Six hours after disappearing out to sea, seven haenyeo return to the harbor in Gujora-ri, a remote coastal town on South Korea’s second largest island. Huge nets are filled to the brim with oysters, conches, sea cucumbers and abalone. As soon as they are loaded, the female freedivers work with military pace and precision in pink and yellow kitchen gloves.
“Take this,” Yoon Mo-gum says and hands the new recruit, Shin Ho-jin, two large abalone. “But you caught them?” Shin asks, looking surprised. “It’s OK,” the 63-year-old replies, pushing the two molluscs over to her. Everything they catch determines their salary. The most valuable and sought-after is the abalone.

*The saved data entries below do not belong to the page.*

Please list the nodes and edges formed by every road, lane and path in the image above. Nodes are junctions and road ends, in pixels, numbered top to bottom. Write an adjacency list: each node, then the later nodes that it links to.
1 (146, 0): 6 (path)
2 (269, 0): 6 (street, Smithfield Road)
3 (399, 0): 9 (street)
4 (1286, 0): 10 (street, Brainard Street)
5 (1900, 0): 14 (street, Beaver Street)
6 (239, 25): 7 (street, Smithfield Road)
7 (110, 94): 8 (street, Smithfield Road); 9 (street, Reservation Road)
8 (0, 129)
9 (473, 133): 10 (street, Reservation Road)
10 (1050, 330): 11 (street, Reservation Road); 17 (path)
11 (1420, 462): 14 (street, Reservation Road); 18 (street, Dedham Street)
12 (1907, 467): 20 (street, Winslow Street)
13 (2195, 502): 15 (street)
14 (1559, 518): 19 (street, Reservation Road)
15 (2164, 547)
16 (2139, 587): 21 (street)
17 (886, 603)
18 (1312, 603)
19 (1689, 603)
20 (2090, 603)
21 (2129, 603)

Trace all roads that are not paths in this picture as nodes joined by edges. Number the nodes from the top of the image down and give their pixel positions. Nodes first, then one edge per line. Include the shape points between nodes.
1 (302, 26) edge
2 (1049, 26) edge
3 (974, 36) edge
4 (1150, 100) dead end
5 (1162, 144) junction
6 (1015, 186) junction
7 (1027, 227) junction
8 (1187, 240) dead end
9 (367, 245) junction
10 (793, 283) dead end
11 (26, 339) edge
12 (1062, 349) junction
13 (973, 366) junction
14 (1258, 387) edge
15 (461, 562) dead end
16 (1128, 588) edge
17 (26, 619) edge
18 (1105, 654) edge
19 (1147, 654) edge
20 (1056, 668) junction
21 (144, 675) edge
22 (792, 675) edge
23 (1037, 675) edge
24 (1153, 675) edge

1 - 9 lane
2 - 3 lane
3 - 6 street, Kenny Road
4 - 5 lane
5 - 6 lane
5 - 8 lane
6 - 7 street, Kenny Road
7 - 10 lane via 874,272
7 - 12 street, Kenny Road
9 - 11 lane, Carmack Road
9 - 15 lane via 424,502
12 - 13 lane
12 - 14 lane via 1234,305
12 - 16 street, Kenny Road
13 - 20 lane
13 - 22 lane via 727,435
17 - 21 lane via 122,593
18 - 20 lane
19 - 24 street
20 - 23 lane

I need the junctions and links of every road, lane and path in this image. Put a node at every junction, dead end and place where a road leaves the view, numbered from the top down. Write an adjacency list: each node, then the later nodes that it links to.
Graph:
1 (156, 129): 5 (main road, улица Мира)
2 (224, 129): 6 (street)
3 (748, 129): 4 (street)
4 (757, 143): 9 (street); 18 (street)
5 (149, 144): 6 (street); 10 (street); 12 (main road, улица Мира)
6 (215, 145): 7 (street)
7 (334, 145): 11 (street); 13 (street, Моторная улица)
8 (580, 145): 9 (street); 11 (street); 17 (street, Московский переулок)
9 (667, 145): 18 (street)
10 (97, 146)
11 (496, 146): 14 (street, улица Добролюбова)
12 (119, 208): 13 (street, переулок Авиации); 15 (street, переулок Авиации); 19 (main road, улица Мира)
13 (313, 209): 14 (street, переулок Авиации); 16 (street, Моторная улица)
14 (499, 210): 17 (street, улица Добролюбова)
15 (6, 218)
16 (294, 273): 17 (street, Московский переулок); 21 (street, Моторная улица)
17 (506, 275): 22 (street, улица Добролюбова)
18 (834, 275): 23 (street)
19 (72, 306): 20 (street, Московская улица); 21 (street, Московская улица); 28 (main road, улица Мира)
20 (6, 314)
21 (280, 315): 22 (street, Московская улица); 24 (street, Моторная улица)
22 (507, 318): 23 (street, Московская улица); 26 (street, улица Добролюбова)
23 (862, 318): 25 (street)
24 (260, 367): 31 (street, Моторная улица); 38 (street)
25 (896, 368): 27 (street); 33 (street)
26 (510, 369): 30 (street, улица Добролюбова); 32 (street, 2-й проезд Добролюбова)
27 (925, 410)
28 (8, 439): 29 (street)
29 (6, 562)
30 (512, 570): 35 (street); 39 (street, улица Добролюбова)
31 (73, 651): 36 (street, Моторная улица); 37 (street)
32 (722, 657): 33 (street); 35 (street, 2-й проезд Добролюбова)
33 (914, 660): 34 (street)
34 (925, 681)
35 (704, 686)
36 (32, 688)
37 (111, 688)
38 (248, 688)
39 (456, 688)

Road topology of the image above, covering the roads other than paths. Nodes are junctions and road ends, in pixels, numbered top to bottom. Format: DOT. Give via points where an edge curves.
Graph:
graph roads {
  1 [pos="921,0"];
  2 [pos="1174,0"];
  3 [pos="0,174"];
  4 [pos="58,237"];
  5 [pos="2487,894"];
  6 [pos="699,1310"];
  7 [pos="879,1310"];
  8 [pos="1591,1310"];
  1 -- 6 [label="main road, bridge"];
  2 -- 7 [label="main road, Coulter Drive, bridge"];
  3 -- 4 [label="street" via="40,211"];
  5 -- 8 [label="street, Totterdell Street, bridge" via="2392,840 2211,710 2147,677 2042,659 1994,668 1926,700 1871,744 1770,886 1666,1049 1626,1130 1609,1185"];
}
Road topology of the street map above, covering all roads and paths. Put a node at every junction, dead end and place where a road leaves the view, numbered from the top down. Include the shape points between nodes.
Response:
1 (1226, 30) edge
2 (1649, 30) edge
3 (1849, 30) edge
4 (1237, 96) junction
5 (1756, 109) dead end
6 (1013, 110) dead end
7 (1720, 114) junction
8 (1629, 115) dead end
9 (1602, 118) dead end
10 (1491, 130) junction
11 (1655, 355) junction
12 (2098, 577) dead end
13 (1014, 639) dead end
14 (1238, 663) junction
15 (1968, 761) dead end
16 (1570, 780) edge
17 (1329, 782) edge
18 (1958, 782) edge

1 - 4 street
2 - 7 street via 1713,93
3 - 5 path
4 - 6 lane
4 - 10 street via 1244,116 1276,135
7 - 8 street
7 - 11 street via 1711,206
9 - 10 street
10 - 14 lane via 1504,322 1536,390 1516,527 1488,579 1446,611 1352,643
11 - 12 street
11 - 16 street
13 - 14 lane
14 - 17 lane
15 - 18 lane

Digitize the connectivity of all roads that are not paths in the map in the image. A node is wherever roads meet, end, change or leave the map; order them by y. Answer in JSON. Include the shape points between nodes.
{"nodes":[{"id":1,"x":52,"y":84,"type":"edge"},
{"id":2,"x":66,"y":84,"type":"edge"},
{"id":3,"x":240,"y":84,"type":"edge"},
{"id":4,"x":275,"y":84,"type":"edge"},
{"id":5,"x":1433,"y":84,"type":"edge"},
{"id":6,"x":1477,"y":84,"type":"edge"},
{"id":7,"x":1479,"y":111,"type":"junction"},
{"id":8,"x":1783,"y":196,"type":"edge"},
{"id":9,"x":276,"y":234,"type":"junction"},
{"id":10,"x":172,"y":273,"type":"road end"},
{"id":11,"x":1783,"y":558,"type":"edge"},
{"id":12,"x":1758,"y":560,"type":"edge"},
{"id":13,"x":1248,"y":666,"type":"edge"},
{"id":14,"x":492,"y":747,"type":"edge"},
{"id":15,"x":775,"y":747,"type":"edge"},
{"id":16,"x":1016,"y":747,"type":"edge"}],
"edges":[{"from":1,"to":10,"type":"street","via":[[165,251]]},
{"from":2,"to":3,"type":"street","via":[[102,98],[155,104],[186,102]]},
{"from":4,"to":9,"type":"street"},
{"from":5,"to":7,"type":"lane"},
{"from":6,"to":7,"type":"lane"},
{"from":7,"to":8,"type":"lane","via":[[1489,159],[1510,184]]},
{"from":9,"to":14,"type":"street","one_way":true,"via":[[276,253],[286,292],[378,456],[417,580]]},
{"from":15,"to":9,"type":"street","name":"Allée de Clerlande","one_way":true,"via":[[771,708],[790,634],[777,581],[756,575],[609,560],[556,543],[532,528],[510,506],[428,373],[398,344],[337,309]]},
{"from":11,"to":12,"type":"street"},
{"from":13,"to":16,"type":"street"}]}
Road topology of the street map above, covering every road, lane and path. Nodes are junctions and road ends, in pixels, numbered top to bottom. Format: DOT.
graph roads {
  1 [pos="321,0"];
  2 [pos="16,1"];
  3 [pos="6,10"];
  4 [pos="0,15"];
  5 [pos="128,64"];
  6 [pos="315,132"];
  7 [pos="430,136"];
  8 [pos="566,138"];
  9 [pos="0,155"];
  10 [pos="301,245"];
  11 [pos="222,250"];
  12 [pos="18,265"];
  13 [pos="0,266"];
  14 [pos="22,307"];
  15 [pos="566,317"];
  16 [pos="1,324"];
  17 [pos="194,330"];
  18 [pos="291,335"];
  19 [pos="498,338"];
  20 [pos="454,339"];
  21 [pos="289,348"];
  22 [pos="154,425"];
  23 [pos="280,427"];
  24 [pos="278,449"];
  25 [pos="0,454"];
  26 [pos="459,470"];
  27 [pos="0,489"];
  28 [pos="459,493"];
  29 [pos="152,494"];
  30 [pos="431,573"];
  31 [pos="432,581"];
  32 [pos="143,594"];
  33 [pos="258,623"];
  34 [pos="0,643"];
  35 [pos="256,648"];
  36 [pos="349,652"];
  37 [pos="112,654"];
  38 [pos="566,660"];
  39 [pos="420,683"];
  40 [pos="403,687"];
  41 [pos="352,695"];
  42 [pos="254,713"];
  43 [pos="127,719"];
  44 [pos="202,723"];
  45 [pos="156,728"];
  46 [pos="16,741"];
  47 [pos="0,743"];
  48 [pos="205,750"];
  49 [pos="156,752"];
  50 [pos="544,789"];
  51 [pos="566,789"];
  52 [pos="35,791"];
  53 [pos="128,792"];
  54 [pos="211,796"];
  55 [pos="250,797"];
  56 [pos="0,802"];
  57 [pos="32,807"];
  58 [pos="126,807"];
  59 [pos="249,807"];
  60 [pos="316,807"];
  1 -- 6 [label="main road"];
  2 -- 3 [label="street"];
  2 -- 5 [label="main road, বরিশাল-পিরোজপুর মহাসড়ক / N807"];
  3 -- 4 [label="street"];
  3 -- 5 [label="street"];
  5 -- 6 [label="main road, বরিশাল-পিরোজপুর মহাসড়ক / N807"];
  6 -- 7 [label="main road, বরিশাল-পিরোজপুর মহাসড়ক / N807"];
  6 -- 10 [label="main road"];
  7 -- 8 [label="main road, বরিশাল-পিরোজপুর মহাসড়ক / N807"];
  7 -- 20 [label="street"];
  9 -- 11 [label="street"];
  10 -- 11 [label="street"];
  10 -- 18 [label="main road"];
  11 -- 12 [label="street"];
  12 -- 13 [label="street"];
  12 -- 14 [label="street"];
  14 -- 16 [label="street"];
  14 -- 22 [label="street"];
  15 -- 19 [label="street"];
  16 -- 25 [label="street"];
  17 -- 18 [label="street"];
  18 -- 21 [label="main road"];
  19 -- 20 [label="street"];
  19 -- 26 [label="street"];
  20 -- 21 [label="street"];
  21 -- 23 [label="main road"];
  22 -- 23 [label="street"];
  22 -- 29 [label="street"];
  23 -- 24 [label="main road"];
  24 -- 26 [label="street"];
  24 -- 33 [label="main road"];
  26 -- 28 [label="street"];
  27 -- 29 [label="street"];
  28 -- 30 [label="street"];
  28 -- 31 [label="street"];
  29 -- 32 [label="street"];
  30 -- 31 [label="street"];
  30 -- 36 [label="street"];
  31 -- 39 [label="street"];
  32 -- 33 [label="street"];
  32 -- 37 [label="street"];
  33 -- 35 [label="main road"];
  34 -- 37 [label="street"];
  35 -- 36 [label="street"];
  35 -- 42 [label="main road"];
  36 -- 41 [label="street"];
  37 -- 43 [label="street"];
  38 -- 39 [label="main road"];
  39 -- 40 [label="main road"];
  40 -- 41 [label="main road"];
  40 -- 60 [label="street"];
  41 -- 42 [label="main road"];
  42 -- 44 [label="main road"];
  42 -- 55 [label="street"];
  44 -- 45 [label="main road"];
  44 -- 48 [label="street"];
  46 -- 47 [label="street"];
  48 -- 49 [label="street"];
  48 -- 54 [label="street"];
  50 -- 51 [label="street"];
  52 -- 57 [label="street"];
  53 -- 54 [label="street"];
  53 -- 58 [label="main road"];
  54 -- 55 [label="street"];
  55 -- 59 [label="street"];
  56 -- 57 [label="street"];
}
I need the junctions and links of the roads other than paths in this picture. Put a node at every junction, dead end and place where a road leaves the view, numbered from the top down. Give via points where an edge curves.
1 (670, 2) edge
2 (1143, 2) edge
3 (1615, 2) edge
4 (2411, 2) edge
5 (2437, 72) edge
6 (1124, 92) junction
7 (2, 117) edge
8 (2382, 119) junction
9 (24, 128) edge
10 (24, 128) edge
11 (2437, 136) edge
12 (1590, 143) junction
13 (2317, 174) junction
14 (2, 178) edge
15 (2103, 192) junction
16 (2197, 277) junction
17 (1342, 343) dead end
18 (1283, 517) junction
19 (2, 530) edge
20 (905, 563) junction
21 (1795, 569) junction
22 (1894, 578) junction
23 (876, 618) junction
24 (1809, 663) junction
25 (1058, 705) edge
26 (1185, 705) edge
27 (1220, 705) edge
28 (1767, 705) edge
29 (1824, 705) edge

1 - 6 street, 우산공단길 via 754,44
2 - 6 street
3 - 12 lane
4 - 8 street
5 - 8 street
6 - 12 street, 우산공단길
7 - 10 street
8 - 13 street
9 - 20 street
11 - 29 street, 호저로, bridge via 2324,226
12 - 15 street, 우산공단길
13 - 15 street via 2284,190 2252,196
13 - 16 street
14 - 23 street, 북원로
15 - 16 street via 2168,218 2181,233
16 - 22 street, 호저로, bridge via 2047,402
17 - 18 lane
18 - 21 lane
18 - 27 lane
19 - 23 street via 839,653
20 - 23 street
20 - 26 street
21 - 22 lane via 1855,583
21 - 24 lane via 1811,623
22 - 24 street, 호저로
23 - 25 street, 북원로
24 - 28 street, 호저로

Such are the ways of the haenyeo; female freedivers that for centuries have been known as South Korea’s remarkable clan of seawomen. The first time Shin read about them, she was spellbound. 70 and 80-year old women freediving? Why had she not heard about them before? Pent up at her desk in a gaming company in central Seoul, the 34-year-old was drawn to the divers’ descriptions of how they understood the rhythms at sea. How they had worked together to protect the ocean. And how, despite being well over retirement-age, they still went out diving.
But most of all, Shin was attracted to the sense of community. In the office, she felt like a machine. “They told me: ‘Make money, make money, we don’t want to hear about your children, you just have to work!’”, she recalls. Not knowing anything about freediving, she thought: “This is what I’ll do”.
I met Shin last October. In a coffee shop she turned up in a cobalt blue down vest and looked nothing like she had just been diving for six hours straight. The first haenyeo came from Jeju, South Korea’s largest island, Shin told me. Several were trained already at the age of 10 and dived through adolescence and young adulthood, expectant mothers dived during pregnancies and older women into their mature years.
On Jeju there were over 26,000 haenyeo in 1960. Due to the dangerous nature of freediving, however, many wanted their descendants to have a different life – sending them off to university rather than to sea. The numbers dwindled, and in 2014 Yang Hi-bum, a Jeju government official, said that “most of the haenyeo will be gone in 20 years unless we have new recruits”. Two years later, when UNESCO inscribed the female freedivers as an Intangible Cultural Heritage, they were suddenly on everyone’s lips – not only in South Korea, but all over the world. Academies to train future recruits started popping up, both on Jeju and Geoje.